We catch up with Yannick Mettler, a professional racing driver whom we interviewed last year. Today we asked him a few questions on what a racer is actually looking for in a driver manager.
What are the most important qualities that a driver needs from his or her manager?
That would be an excellent network, credibility and negotiation skills. Obviously, also the ability to motivate sponsors and investors, but I have only heard of very few who can deliver all of that together.
Ideally, a driver can rely on such a manager so that he can fully focus on his job, which is to win races. Personally, I used to do everything on my own most of the time – I thought my resources were more productively spent on opportunities on track. But then I also think many things could have turned out better if I had the support of a good manager in the past years.
What’s the manager’s role in the driver’s mental preparation or handling emotional pressure?
To me, the most help I could hope in terms of these things is that everything would happen naturally, which accelerates the whole business around you. You no longer feel left alone with all the struggles as well. Another aspect is that you are sort of “protected” from negative vibes, which is often underestimated. Getting filtered feedback can be very decisive for a sportsman’s motivation and mood, which affect his following performances.

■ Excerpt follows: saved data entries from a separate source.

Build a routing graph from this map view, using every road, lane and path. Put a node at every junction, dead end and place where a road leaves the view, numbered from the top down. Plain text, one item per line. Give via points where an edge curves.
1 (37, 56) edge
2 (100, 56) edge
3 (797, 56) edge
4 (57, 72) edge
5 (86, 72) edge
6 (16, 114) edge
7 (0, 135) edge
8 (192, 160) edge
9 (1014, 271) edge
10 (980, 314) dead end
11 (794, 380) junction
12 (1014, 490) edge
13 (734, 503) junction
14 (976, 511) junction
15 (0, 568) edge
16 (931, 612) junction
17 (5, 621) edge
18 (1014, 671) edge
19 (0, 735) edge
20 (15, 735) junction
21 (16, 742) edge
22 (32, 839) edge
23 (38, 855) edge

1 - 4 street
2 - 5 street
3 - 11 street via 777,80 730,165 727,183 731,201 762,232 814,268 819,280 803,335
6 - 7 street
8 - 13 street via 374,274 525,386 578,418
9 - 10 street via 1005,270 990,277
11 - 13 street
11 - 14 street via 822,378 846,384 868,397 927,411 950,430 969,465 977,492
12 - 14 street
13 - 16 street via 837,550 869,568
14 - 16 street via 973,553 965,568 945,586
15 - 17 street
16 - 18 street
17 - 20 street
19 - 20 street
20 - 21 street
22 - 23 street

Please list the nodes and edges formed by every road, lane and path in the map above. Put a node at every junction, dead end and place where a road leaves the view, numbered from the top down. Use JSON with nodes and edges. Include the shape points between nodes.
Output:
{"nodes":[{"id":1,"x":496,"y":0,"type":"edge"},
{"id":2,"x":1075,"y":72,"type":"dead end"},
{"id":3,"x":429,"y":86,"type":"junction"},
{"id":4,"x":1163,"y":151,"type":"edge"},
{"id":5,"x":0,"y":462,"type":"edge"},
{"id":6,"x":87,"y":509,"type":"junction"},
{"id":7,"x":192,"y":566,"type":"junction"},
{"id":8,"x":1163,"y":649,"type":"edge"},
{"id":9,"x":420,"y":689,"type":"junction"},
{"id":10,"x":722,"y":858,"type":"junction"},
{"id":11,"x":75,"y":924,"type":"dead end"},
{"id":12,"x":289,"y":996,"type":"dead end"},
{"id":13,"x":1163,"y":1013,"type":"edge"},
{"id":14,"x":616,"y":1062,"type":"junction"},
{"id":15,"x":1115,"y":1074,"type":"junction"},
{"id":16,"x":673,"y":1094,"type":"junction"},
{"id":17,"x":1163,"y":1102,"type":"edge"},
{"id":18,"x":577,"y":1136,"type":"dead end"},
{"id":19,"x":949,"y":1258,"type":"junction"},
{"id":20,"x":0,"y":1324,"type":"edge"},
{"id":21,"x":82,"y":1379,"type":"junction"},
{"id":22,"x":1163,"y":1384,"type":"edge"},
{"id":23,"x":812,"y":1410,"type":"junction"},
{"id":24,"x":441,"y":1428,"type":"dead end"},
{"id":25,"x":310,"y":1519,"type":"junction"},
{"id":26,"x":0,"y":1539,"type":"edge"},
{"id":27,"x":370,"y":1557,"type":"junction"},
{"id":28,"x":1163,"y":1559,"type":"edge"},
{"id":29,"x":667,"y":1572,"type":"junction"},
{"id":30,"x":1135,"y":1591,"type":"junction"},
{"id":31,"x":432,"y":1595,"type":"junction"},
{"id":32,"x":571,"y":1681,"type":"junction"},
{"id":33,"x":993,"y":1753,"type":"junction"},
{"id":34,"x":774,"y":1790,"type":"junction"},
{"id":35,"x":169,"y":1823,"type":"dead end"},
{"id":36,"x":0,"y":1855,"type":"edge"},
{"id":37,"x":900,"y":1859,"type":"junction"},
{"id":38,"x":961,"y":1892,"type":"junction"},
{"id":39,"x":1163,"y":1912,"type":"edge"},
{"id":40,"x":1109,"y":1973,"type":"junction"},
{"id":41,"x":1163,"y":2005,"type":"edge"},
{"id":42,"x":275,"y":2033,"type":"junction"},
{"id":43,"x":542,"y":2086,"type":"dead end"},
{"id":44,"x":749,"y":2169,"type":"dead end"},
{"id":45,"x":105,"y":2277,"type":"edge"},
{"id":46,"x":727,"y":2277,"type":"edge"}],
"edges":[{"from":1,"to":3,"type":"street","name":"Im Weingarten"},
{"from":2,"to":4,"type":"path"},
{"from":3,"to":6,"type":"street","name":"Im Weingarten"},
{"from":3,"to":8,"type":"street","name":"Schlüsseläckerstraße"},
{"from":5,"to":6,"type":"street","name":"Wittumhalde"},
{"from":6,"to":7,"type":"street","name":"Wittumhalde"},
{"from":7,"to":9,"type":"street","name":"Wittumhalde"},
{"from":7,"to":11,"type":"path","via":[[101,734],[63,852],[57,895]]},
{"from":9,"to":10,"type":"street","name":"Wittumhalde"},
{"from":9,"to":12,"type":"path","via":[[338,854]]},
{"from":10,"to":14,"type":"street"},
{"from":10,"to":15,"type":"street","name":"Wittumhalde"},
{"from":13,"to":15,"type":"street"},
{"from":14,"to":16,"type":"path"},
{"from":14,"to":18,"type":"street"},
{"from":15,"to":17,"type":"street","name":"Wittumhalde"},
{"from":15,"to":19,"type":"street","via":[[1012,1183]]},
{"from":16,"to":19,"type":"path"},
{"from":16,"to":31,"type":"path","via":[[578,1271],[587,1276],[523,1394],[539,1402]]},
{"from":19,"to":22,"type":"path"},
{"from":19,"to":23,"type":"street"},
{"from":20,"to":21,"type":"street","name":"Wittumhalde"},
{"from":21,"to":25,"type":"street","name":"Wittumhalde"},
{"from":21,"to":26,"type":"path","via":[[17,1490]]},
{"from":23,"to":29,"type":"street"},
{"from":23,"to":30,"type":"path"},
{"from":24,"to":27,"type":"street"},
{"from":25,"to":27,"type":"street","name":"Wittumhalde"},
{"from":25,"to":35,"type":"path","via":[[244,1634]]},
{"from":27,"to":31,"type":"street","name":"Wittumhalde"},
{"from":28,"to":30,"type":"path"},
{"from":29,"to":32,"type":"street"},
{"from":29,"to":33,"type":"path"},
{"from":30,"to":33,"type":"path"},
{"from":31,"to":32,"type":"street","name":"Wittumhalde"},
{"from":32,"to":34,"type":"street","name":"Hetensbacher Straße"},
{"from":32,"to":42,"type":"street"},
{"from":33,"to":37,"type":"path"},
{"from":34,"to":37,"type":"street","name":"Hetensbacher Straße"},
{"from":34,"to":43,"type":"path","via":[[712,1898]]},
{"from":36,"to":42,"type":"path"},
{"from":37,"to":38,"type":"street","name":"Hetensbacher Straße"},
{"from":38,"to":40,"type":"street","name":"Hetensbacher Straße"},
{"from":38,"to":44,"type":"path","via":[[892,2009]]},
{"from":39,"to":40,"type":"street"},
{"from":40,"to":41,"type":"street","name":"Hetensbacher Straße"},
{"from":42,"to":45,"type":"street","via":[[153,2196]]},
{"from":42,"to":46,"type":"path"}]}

A manager makes sure that, if you deliver the results, the right people will know. This accelerates your career and maybe gives you a shot here and there.
Tell us about any deal-breakers for a driver considering a manager.
Too many managers promise too much. I prefer if a potential manager tells me exactly what he or she would be looking after, and what is not the manager’s concern. Then you know where you stand and you don’t waste time expecting things that won’t ever happen. A manager needs to be able to add value to a driver’s career, while the driver should give the manager reasons to believe in him. It should be a constant team effort.
Is the role of the driver manager changing throughout the years?
Yes, I think so. Just as the sport changes, so do the circumstances for drivers and managers. I would say that the speed or talent of a driver is still the main thing to convince a good manager (and teams) to work together, but other factors such as personality, background, and self-marketing abilities are getting more and more important. From a marketing and social media point of view, drivers need to be far more active these days. Fans want to share the journey with the drivers, not with somebody representing them…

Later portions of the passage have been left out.